The theme was the sea, and the program opened with the world première of Wave, completed just a couple of weeks before. Phillips had planned to commission something from another composer, but things didn’t work out and he found himself with composition time as well. The death of a close friend made him redirect the original plan for the piece to make it commemorate three recently deceased friends by incorporating bits of music that evoked them as well as fit the theme. Wave is a modern tonal work for full orchestra with some instruments that are infrequently heard: almglocken (Alpine cowbells) and 12 tuned Thai gongs, the latter arrayed in the rear balcony. The 10-minute work creates an oceanic atmosphere effectively, evoking the energy and movement of water.
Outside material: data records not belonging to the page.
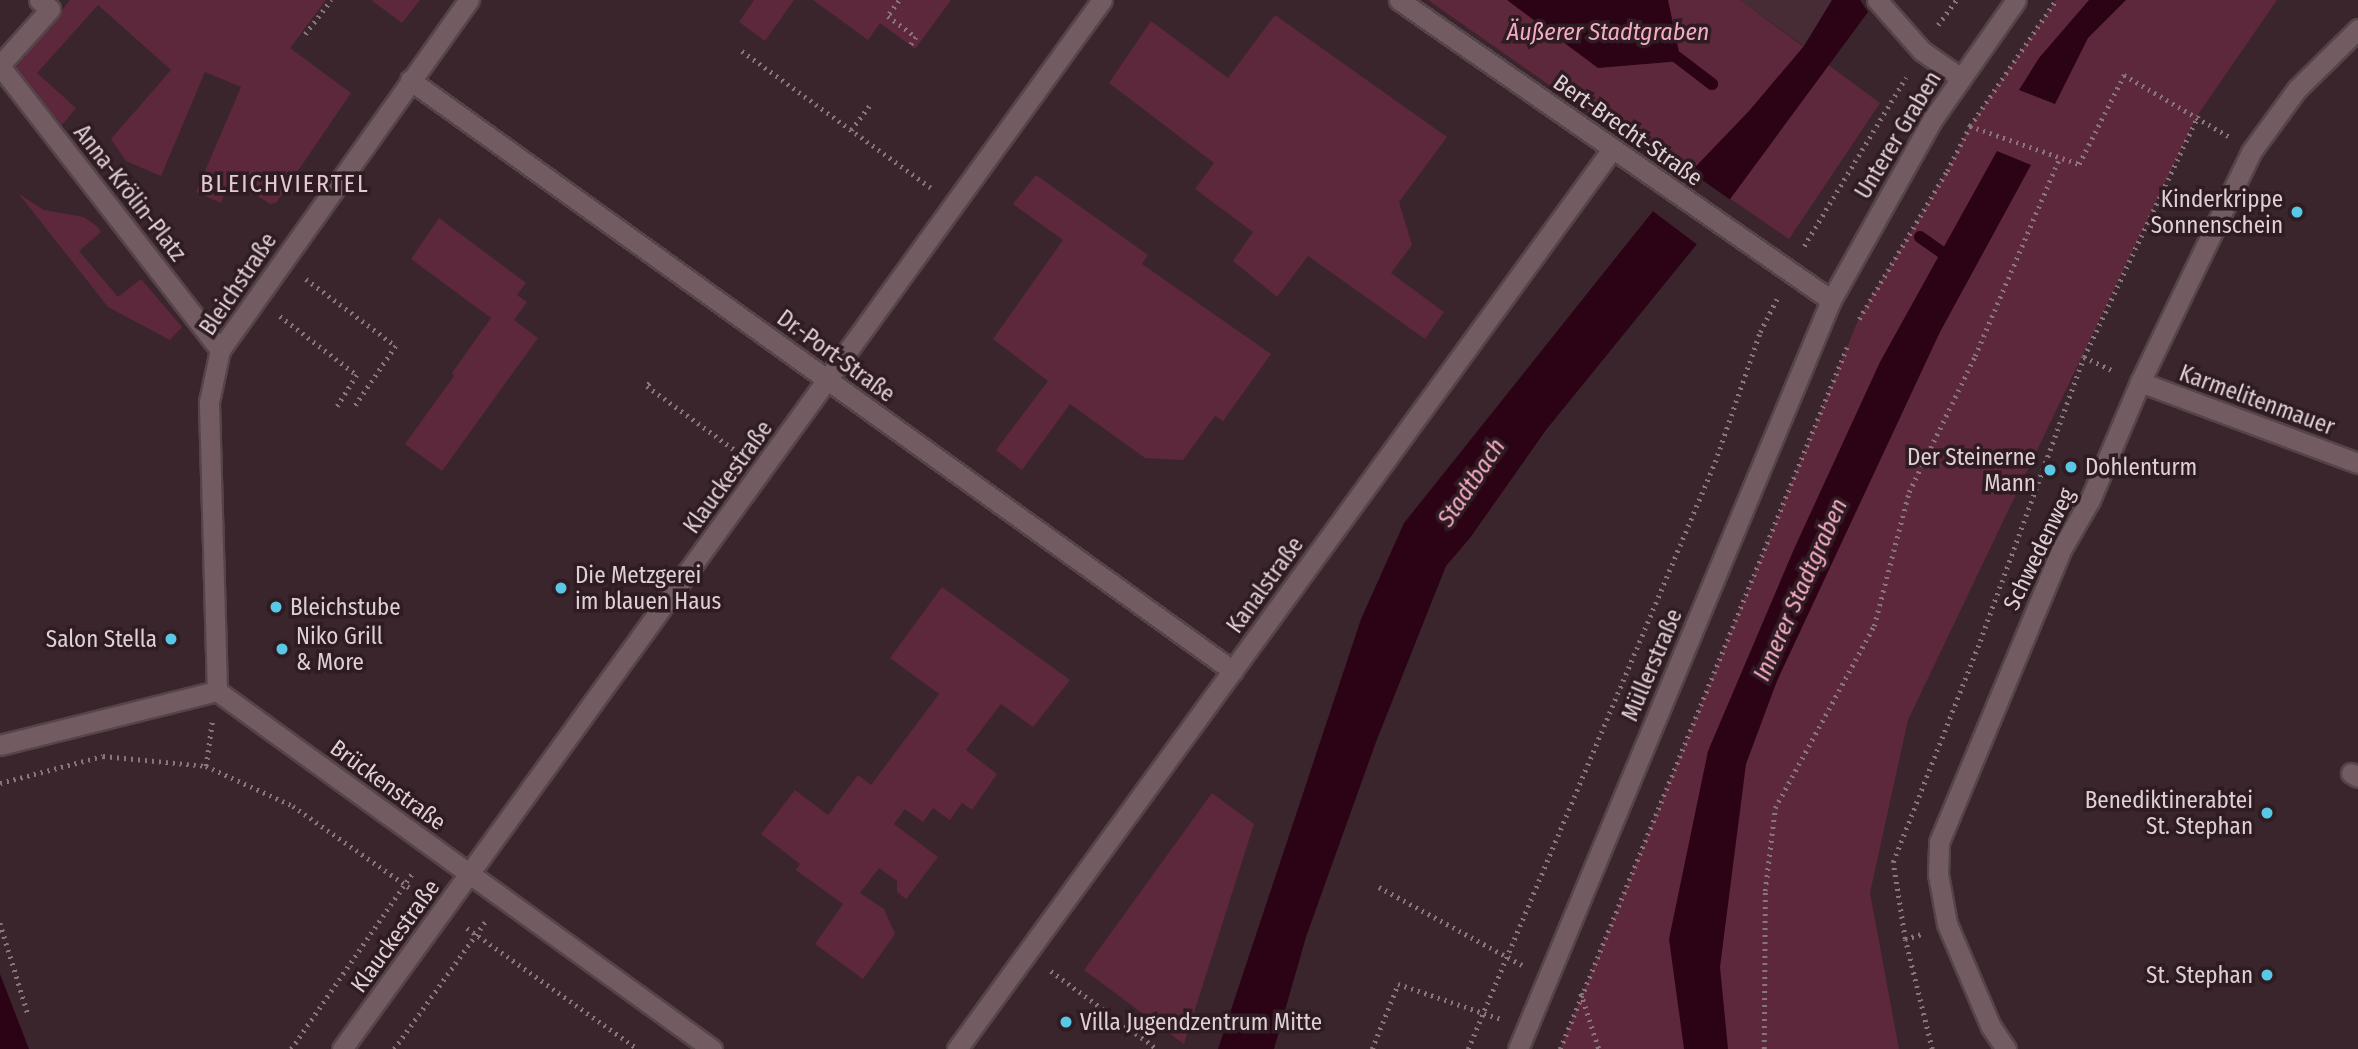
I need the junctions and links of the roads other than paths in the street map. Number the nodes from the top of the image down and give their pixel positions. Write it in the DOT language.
graph roads {
  1 [pos="39,0"];
  2 [pos="469,0"];
  3 [pos="1102,0"];
  4 [pos="1399,0"];
  5 [pos="2016,0"];
  6 [pos="1878,1"];
  7 [pos="2358,29"];
  8 [pos="0,66"];
  9 [pos="1961,78"];
  10 [pos="410,80"];
  11 [pos="1612,149"];
  12 [pos="1831,300"];
  13 [pos="220,350"];
  14 [pos="828,380"];
  15 [pos="2140,382"];
  16 [pos="2358,463"];
  17 [pos="1233,671"];
  18 [pos="217,691"];
  19 [pos="0,745"];
  20 [pos="470,875"];
  21 [pos="342,1049"];
  22 [pos="712,1049"];
  23 [pos="957,1049"];
  24 [pos="1518,1049"];
  25 [pos="2006,1049"];
  1 -- 8 [label="street, Anna-Krölin-Platz"];
  2 -- 10 [label="street, Bleichstraße"];
  3 -- 14 [label="street, Klauckestraße"];
  4 -- 11 [label="street, Bert-Brecht-Straße"];
  5 -- 9 [label="street, Unterer Graben"];
  6 -- 9 [label="street"];
  7 -- 15 [label="street, Schwedenweg"];
  8 -- 13 [label="street, Anna-Krölin-Platz"];
  9 -- 12 [label="street, Unterer Graben"];
  10 -- 13 [label="street, Bleichstraße"];
  10 -- 14 [label="street, Dr.-Port-Straße"];
  11 -- 12 [label="street, Bert-Brecht-Straße"];
  11 -- 17 [label="street, Kanalstraße"];
  12 -- 24 [label="street, Müllerstraße"];
  13 -- 18 [label="street, Bleichstraße"];
  14 -- 17 [label="street, Dr.-Port-Straße"];
  14 -- 20 [label="street, Klauckestraße"];
  15 -- 16 [label="street, Karmelitenmauer"];
  15 -- 25 [label="street, Schwedenweg"];
  17 -- 23 [label="street, Kanalstraße"];
  18 -- 19 [label="street"];
  18 -- 20 [label="street, Brückenstraße"];
  20 -- 21 [label="street, Klauckestraße"];
  20 -- 22 [label="street, Brückenstraße"];
}
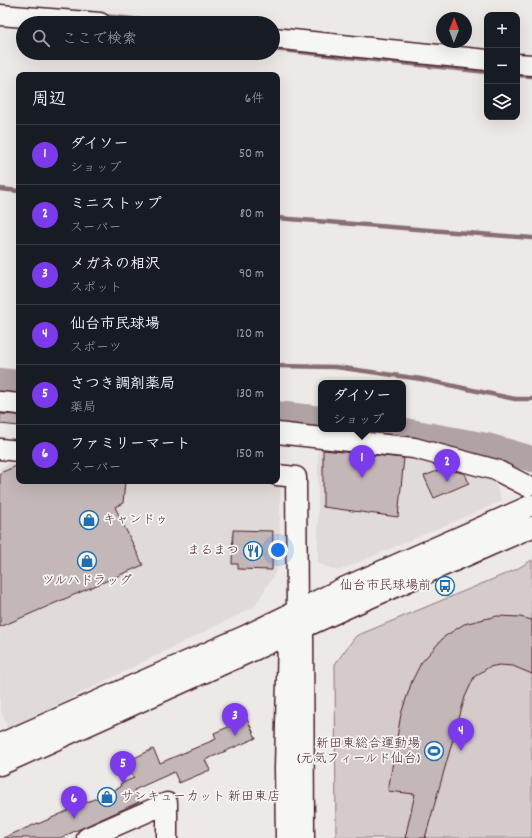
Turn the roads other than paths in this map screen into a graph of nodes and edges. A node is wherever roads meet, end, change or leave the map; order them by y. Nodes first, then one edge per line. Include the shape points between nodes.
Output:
1 (0, 14) edge
2 (22, 16) edge
3 (280, 39) edge
4 (484, 60) edge
5 (520, 64) edge
6 (532, 65) edge
7 (0, 402) edge
8 (16, 404) edge
9 (280, 433) edge
10 (0, 449) edge
11 (16, 451) edge
12 (280, 475) edge
13 (530, 496) edge
14 (532, 527) edge
15 (296, 625) junction
16 (0, 744) edge
17 (0, 765) edge
18 (87, 838) edge
19 (167, 838) edge
20 (286, 838) edge
21 (304, 838) edge

1 - 2 street
3 - 4 street
5 - 6 street
7 - 8 street
9 - 13 street via 414,448 496,470
10 - 11 street
12 - 15 street via 296,477
13 - 15 street via 342,589
14 - 15 street
15 - 16 street via 244,636
15 - 17 street
15 - 20 street via 285,770
15 - 21 street
18 - 19 street via 167,803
Wave was followed by Ravel’s Une barque sur l’océan, composed originally for piano, the central movement of his 1905 five-movement Miroirs. Debussy’s La Mer was written in 1905 too, so there was perhaps something salty in the air of the time? It also is impressionistic of the sea, but without exotic instruments, cleverly using harp and piano, brass and winds, with shimmering strings suggesting the play of light on water, all with carefully crafted dynamics to suggest the sea’s power.

After a pause to rearrange the percussion instrumentalists and allow the 160 members of the combined choruses to come on stage, creating an ocean of white blouses and shirts cresting behind the black garb of the instrumentalists, we moved on to the major work of the evening: Vaughan Williams’ A Sea Symphony (his no. 1), composed 1903-09, premièred in 1910, infrequently performed today. RVW went to France during its composition to study orchestration with Ravel, so was undoubtedly familiar with Une barque and and influenced by the style of his teacher (and subsequent lifelong friend).

The symphony is lush, late-Romantic, recognizably English, meaning different from similar Germanic works, its massive forces seeking to obtain impressive though not overwhelming effects. Like many works by the country’s composers at the end of the Victorian era, it culminates in a universally transcendent religious viewpoint that is not an epiphany. It is in four movements, entitled “A Song for all seas, all ships,” “On the Beach at Night Alone,” Scherzo. The Waves,” and “The Explorers,” and there is choral singing throughout, with soloists silent only in the third one. Boston soprano Natalie Polito and baritone David Kravitz filled those roles. The texts were taken from Whitman’s Leaves of Grass.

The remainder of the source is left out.